> _What this task involves_
Count the lines in the data below holding the string "Indiana" and write the total by itself.

> _Saved entries_
Start of Block

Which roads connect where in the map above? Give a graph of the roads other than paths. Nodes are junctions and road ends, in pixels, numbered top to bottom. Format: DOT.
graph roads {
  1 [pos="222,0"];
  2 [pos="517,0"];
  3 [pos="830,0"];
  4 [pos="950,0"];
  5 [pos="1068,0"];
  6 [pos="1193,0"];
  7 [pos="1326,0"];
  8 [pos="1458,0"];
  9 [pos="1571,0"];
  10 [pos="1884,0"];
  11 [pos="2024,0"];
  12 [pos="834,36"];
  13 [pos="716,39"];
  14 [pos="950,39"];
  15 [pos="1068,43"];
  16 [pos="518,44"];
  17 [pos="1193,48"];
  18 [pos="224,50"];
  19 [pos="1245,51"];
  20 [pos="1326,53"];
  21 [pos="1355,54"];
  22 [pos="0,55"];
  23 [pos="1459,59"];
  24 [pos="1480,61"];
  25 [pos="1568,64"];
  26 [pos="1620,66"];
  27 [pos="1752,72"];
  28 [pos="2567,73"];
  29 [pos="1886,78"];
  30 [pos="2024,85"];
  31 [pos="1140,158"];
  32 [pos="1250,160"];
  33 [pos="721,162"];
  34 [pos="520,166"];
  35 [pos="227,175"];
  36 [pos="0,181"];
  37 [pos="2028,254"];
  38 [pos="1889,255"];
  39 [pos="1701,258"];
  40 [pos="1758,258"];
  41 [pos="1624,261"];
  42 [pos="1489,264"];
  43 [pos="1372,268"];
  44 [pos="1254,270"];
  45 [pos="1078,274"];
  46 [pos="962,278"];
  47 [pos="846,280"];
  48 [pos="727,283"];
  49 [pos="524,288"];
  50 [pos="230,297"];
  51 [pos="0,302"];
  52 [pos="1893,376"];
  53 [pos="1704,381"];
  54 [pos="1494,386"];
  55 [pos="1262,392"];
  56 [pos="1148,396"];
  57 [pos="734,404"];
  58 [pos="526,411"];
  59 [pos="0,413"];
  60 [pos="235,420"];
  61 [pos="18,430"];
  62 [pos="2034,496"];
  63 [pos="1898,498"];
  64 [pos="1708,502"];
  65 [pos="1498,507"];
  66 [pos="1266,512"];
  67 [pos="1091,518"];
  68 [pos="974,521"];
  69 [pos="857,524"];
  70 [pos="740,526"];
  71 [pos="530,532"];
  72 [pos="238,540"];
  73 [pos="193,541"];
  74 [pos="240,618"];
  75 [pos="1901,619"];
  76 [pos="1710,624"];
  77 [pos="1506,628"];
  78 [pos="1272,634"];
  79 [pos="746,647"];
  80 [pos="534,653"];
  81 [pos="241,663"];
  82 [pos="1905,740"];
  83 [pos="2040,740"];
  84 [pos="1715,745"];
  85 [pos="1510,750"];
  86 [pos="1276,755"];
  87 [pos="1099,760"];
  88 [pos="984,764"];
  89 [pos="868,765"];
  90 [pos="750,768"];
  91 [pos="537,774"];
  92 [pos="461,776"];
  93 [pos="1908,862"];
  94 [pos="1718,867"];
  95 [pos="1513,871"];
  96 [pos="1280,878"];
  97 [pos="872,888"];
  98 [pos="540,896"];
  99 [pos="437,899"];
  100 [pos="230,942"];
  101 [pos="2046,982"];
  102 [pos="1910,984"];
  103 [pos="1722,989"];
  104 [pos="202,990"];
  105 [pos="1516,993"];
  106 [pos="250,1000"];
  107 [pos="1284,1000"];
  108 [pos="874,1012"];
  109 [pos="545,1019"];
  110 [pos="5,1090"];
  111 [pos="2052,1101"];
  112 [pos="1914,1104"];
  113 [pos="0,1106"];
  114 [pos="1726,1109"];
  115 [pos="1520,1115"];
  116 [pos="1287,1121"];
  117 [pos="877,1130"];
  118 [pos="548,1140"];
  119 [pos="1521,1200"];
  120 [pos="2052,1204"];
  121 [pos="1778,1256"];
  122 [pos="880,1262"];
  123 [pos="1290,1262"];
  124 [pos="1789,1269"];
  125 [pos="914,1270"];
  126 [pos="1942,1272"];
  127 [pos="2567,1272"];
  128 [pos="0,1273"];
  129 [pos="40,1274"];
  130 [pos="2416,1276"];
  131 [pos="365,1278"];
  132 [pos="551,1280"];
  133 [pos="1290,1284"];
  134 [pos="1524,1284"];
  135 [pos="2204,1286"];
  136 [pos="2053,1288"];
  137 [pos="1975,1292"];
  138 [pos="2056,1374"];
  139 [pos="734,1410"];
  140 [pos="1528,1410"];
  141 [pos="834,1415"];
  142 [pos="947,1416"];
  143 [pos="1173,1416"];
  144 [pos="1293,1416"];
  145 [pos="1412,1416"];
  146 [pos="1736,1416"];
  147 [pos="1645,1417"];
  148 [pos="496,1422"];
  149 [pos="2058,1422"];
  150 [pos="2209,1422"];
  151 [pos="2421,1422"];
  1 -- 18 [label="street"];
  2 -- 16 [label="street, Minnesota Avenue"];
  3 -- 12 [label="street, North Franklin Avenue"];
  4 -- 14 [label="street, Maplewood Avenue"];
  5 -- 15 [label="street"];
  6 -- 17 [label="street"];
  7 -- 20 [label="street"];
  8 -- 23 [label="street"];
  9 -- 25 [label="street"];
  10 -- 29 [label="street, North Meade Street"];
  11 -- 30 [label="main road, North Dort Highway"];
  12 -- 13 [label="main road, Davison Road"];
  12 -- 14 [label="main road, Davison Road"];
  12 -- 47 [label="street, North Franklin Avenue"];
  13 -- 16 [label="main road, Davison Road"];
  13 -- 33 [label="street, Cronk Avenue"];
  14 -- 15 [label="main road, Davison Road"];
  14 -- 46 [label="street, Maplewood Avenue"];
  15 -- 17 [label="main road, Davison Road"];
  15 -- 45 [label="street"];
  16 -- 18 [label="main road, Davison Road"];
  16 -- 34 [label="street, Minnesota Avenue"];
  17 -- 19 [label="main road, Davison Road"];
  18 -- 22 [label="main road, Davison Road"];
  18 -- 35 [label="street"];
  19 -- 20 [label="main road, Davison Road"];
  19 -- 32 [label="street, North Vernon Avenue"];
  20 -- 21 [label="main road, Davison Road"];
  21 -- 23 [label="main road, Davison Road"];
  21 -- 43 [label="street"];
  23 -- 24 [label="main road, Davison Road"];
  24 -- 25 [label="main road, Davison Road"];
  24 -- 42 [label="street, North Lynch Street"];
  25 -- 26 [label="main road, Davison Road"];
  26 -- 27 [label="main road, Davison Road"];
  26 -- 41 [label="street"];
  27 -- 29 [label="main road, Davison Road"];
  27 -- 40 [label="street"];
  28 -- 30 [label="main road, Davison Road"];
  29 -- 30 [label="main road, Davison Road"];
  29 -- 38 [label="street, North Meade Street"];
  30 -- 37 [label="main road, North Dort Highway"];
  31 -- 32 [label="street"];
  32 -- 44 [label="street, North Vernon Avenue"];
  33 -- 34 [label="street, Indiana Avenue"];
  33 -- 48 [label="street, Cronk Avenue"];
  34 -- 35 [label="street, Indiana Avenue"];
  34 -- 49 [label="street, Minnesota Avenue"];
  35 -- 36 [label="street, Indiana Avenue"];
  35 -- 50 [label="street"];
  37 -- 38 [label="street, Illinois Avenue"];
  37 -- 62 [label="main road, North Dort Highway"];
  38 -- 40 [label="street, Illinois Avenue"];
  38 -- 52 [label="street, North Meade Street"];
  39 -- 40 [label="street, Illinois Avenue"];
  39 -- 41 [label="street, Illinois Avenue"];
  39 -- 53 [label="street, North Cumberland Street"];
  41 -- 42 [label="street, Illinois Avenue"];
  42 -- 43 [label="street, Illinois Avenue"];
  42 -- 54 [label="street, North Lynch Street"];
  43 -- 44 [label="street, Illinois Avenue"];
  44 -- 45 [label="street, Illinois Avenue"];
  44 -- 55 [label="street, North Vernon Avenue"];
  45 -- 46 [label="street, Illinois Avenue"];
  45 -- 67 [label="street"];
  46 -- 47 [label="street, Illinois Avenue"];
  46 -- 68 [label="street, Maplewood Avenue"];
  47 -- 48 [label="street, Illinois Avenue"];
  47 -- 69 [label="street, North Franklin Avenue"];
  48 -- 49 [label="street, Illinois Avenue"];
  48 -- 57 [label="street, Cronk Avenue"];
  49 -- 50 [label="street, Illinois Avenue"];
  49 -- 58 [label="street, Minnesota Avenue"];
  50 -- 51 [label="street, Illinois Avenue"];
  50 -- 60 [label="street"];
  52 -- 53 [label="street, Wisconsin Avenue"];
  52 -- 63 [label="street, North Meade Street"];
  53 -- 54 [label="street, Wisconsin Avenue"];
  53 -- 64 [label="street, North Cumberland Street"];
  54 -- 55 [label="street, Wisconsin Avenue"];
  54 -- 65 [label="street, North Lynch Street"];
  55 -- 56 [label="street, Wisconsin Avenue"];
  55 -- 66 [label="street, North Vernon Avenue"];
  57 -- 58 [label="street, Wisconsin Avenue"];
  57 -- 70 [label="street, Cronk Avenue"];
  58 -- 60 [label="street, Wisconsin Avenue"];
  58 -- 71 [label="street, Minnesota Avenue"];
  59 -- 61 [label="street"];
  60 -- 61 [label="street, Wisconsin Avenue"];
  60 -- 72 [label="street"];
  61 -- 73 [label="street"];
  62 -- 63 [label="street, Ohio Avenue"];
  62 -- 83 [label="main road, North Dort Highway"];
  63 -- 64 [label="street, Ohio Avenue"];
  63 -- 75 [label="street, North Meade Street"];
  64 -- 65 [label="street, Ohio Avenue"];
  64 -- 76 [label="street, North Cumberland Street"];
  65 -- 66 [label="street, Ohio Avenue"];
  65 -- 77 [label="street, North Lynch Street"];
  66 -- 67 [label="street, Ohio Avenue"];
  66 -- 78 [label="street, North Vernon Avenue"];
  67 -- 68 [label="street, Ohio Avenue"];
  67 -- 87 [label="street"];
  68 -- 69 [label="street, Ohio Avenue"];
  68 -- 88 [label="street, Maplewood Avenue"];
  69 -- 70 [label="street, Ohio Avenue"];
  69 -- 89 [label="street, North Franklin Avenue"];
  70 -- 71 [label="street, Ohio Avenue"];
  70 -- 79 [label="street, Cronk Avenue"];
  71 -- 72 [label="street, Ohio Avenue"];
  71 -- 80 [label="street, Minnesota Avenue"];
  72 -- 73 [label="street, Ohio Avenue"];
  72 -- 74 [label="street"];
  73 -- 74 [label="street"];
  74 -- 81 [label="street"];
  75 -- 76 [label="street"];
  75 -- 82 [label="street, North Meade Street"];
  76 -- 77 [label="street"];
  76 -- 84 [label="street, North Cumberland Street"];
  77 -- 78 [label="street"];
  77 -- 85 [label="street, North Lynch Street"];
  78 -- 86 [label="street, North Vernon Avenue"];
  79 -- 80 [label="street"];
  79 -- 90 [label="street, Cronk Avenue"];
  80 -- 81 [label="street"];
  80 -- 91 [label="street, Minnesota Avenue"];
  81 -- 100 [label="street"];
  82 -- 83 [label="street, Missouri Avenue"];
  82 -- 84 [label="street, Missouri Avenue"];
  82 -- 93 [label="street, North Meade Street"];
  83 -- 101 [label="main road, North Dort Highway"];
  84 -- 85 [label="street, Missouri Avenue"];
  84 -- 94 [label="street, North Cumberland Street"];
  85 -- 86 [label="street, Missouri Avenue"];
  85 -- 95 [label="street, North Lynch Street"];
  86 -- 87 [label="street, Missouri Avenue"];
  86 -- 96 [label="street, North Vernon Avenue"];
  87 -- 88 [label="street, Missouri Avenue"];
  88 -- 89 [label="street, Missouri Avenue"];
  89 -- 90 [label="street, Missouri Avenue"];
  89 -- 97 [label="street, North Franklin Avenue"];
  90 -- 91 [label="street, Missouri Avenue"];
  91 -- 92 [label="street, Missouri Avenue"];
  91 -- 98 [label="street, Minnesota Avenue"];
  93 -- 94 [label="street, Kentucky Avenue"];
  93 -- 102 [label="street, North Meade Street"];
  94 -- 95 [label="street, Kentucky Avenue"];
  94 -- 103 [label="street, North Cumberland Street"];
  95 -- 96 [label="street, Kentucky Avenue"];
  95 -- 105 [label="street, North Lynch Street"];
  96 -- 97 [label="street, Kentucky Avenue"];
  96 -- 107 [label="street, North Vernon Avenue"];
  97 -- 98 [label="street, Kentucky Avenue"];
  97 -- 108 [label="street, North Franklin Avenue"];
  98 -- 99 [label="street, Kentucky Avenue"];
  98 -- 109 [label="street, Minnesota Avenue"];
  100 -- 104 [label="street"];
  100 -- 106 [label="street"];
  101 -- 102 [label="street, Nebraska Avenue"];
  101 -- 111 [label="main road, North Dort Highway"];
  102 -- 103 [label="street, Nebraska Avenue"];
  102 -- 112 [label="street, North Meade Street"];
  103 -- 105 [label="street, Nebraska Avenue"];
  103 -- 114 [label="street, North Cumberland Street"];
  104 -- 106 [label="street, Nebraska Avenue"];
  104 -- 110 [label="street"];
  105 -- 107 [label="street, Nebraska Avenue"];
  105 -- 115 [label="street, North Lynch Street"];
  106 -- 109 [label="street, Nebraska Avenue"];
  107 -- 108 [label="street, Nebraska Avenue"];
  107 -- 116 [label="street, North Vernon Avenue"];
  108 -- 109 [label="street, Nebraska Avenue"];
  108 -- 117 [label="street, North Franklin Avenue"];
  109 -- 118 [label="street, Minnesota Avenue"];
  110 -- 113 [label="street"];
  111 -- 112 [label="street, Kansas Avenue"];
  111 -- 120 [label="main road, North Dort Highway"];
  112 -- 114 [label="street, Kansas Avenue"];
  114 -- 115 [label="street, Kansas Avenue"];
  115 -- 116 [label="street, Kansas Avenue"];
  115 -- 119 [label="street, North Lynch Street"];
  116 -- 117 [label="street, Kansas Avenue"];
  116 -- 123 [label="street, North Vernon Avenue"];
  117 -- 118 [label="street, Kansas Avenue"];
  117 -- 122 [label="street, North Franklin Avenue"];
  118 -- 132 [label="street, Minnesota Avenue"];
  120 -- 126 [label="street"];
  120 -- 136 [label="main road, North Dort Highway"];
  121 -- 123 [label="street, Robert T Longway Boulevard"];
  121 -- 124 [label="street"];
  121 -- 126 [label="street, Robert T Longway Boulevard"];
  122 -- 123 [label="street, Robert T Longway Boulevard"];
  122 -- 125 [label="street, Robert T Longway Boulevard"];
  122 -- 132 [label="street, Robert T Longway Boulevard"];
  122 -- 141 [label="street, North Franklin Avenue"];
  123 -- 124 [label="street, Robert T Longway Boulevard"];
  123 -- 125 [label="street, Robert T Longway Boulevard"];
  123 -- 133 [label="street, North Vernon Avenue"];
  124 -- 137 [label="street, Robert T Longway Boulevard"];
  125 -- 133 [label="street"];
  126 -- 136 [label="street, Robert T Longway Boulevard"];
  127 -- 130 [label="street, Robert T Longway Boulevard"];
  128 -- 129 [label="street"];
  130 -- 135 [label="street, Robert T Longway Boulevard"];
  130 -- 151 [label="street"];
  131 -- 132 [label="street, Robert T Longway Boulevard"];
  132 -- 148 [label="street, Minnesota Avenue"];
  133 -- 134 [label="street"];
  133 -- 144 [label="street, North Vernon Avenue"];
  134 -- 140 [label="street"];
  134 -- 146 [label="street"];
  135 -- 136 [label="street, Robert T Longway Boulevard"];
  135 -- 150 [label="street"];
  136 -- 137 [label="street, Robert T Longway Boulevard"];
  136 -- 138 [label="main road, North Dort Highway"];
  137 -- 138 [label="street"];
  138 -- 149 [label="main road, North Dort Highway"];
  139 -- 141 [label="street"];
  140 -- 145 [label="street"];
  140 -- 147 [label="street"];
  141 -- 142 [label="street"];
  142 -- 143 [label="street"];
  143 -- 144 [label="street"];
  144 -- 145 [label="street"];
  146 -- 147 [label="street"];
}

End of Block

> _Result below_
3